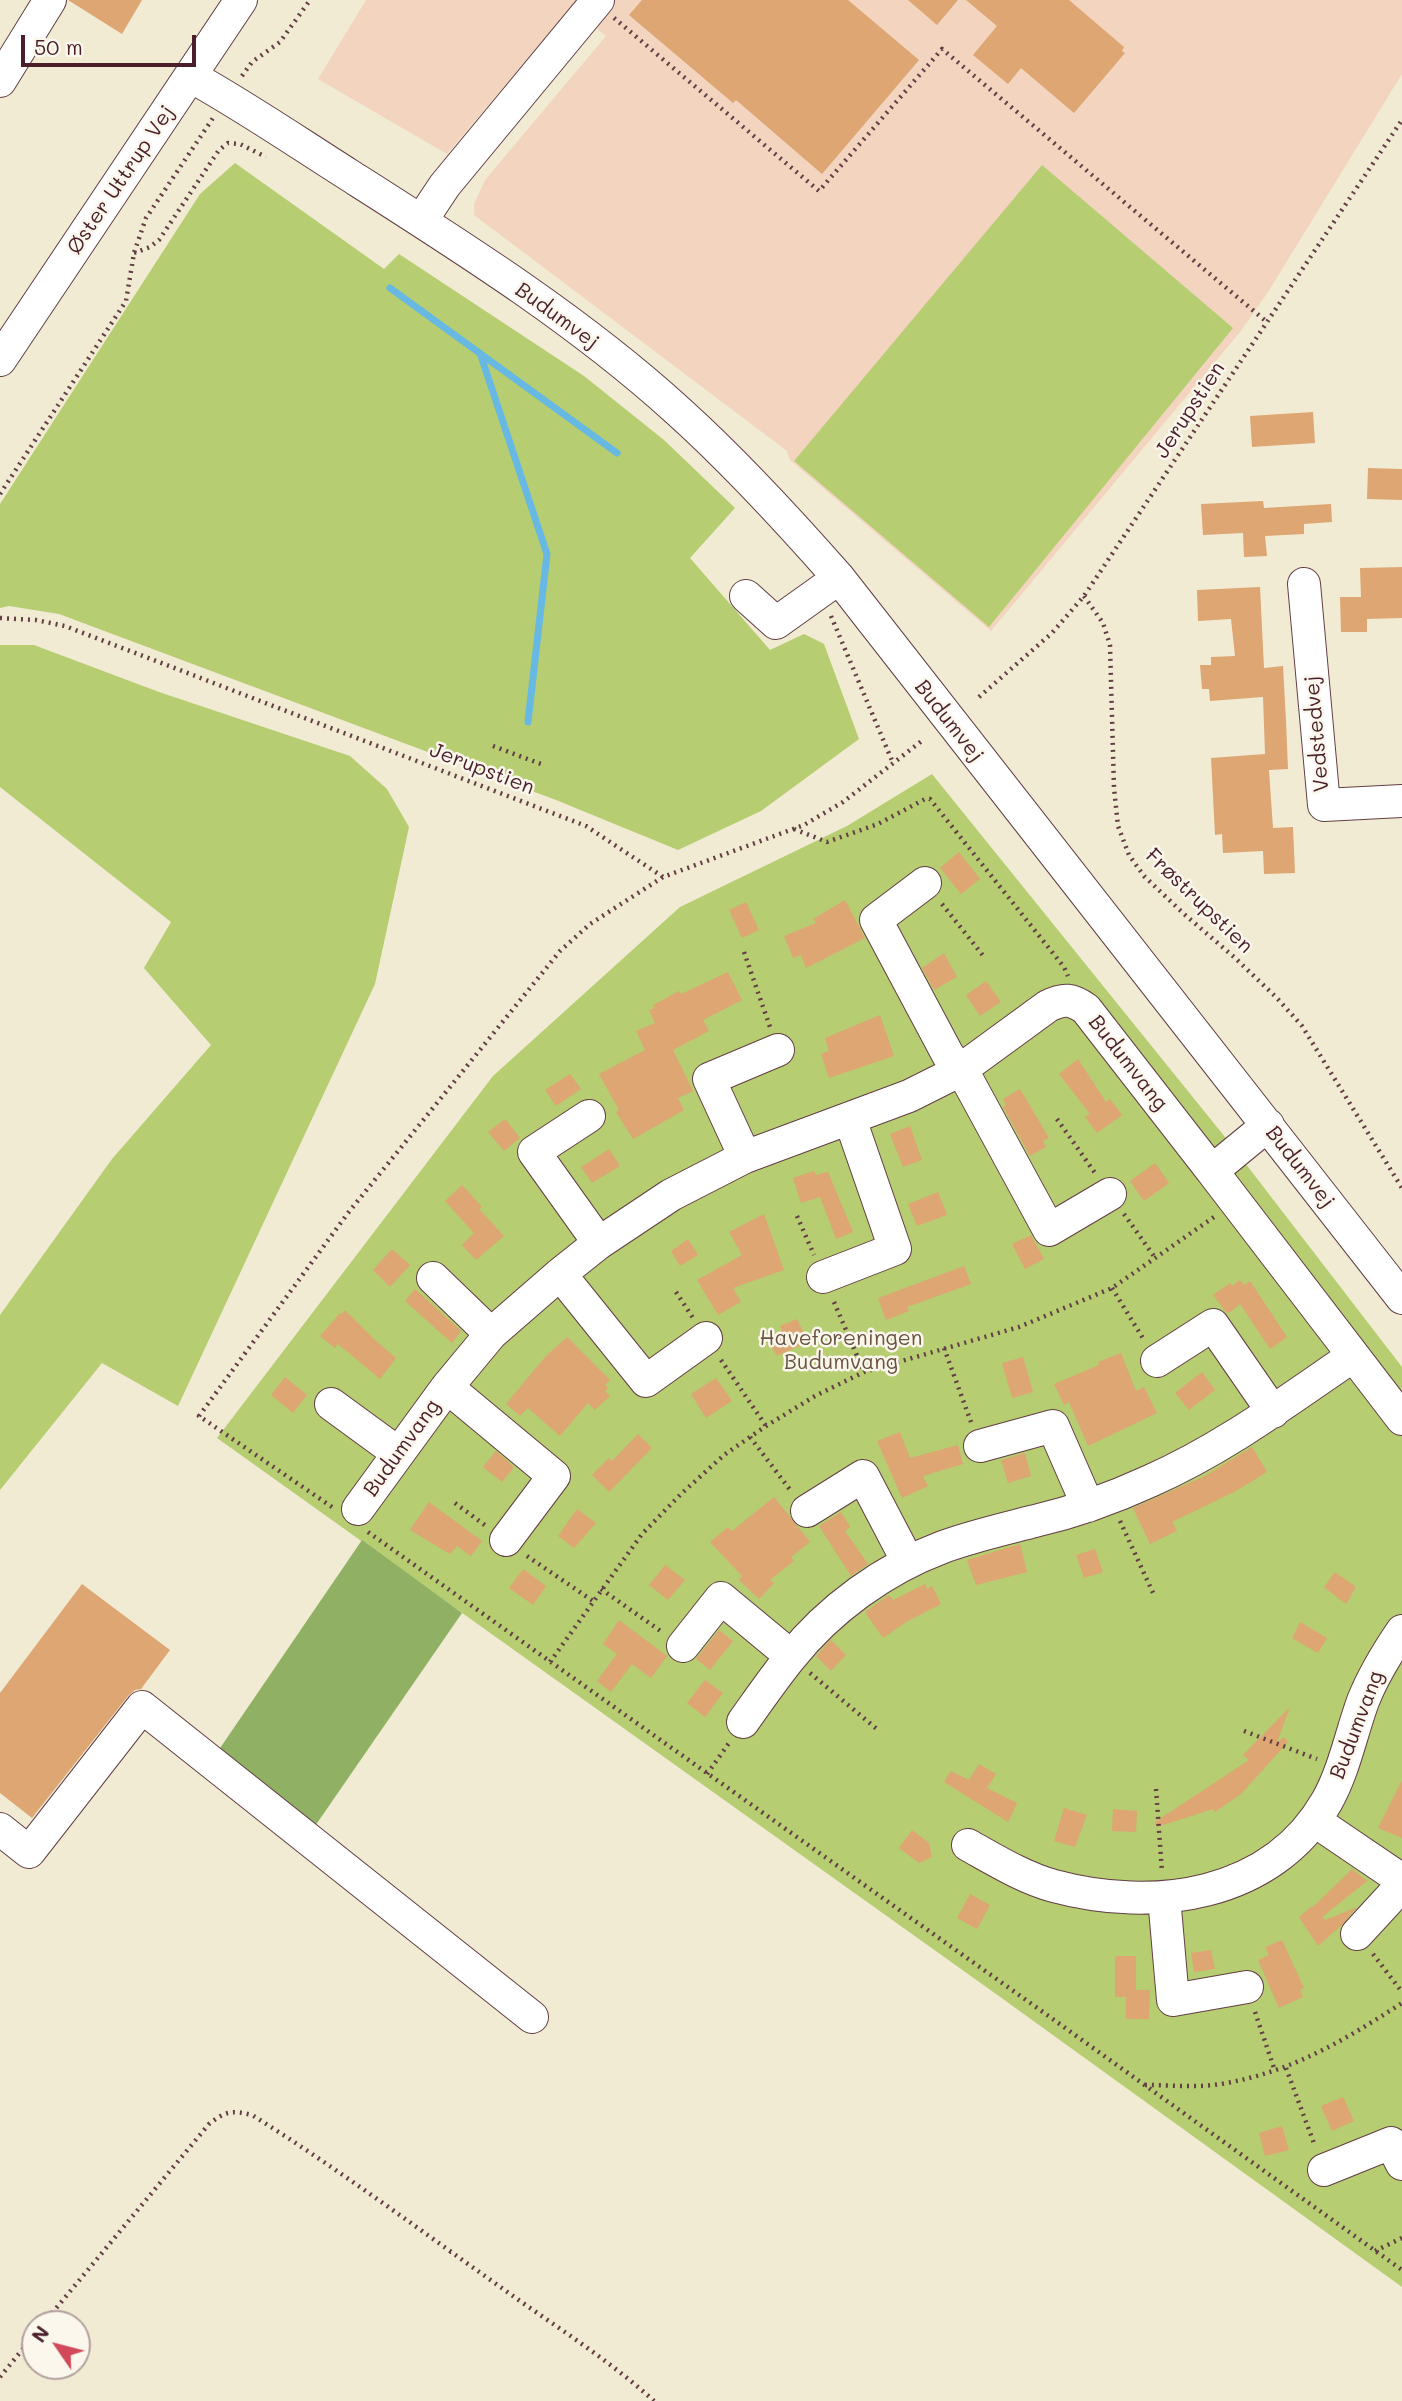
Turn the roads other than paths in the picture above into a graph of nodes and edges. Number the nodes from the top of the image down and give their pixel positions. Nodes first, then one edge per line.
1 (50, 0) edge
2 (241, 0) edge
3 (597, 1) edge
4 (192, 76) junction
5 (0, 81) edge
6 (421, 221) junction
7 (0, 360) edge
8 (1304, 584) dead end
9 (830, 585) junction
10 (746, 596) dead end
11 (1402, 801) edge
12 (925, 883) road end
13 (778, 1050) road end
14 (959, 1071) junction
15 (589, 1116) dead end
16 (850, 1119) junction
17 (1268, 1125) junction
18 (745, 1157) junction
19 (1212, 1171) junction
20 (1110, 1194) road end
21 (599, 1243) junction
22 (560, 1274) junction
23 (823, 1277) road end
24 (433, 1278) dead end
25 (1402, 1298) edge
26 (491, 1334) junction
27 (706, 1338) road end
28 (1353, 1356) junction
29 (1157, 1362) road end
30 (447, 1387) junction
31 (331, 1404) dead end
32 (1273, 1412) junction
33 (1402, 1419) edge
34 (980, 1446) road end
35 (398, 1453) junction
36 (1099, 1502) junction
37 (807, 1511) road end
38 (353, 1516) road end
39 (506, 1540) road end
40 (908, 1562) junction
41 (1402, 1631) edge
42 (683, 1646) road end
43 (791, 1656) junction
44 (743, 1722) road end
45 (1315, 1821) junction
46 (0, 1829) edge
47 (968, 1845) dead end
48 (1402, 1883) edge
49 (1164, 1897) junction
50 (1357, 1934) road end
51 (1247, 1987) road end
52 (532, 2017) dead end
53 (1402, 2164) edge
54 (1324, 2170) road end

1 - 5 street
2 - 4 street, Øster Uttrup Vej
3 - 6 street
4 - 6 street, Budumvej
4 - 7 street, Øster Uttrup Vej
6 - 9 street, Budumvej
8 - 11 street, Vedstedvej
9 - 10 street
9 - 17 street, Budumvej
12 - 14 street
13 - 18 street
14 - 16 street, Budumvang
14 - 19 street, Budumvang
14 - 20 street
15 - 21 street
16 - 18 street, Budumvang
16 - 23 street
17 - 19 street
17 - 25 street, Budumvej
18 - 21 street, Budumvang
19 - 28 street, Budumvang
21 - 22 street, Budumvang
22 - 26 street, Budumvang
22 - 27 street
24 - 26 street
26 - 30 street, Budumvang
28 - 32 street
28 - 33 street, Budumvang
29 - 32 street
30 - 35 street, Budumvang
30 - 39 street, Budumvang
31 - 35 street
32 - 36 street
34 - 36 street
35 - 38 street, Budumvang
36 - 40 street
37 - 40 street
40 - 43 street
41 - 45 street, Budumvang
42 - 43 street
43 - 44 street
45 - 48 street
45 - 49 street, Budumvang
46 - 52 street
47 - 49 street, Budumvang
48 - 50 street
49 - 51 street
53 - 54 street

##############################

* _Problem statement_
The preceding entries are to be written out again exactly, with the pictures removed.

* _Worked solution_
Turn the roads other than paths in the picture above into a graph of nodes and edges. Number the nodes from the top of the image down and give their pixel positions. Nodes first, then one edge per line.
1 (50, 0) edge
2 (241, 0) edge
3 (597, 1) edge
4 (192, 76) junction
5 (0, 81) edge
6 (421, 221) junction
7 (0, 360) edge
8 (1304, 584) dead end
9 (830, 585) junction
10 (746, 596) dead end
11 (1402, 801) edge
12 (925, 883) road end
13 (778, 1050) road end
14 (959, 1071) junction
15 (589, 1116) dead end
16 (850, 1119) junction
17 (1268, 1125) junction
18 (745, 1157) junction
19 (1212, 1171) junction
20 (1110, 1194) road end
21 (599, 1243) junction
22 (560, 1274) junction
23 (823, 1277) road end
24 (433, 1278) dead end
25 (1402, 1298) edge
26 (491, 1334) junction
27 (706, 1338) road end
28 (1353, 1356) junction
29 (1157, 1362) road end
30 (447, 1387) junction
31 (331, 1404) dead end
32 (1273, 1412) junction
33 (1402, 1419) edge
34 (980, 1446) road end
35 (398, 1453) junction
36 (1099, 1502) junction
37 (807, 1511) road end
38 (353, 1516) road end
39 (506, 1540) road end
40 (908, 1562) junction
41 (1402, 1631) edge
42 (683, 1646) road end
43 (791, 1656) junction
44 (743, 1722) road end
45 (1315, 1821) junction
46 (0, 1829) edge
47 (968, 1845) dead end
48 (1402, 1883) edge
49 (1164, 1897) junction
50 (1357, 1934) road end
51 (1247, 1987) road end
52 (532, 2017) dead end
53 (1402, 2164) edge
54 (1324, 2170) road end

1 - 5 street
2 - 4 street, Øster Uttrup Vej
3 - 6 street
4 - 6 street, Budumvej
4 - 7 street, Øster Uttrup Vej
6 - 9 street, Budumvej
8 - 11 street, Vedstedvej
9 - 10 street
9 - 17 street, Budumvej
12 - 14 street
13 - 18 street
14 - 16 street, Budumvang
14 - 19 street, Budumvang
14 - 20 street
15 - 21 street
16 - 18 street, Budumvang
16 - 23 street
17 - 19 street
17 - 25 street, Budumvej
18 - 21 street, Budumvang
19 - 28 street, Budumvang
21 - 22 street, Budumvang
22 - 26 street, Budumvang
22 - 27 street
24 - 26 street
26 - 30 street, Budumvang
28 - 32 street
28 - 33 street, Budumvang
29 - 32 street
30 - 35 street, Budumvang
30 - 39 street, Budumvang
31 - 35 street
32 - 36 street
34 - 36 street
35 - 38 street, Budumvang
36 - 40 street
37 - 40 street
40 - 43 street
41 - 45 street, Budumvang
42 - 43 street
43 - 44 street
45 - 48 street
45 - 49 street, Budumvang
46 - 52 street
47 - 49 street, Budumvang
48 - 50 street
49 - 51 street
53 - 54 street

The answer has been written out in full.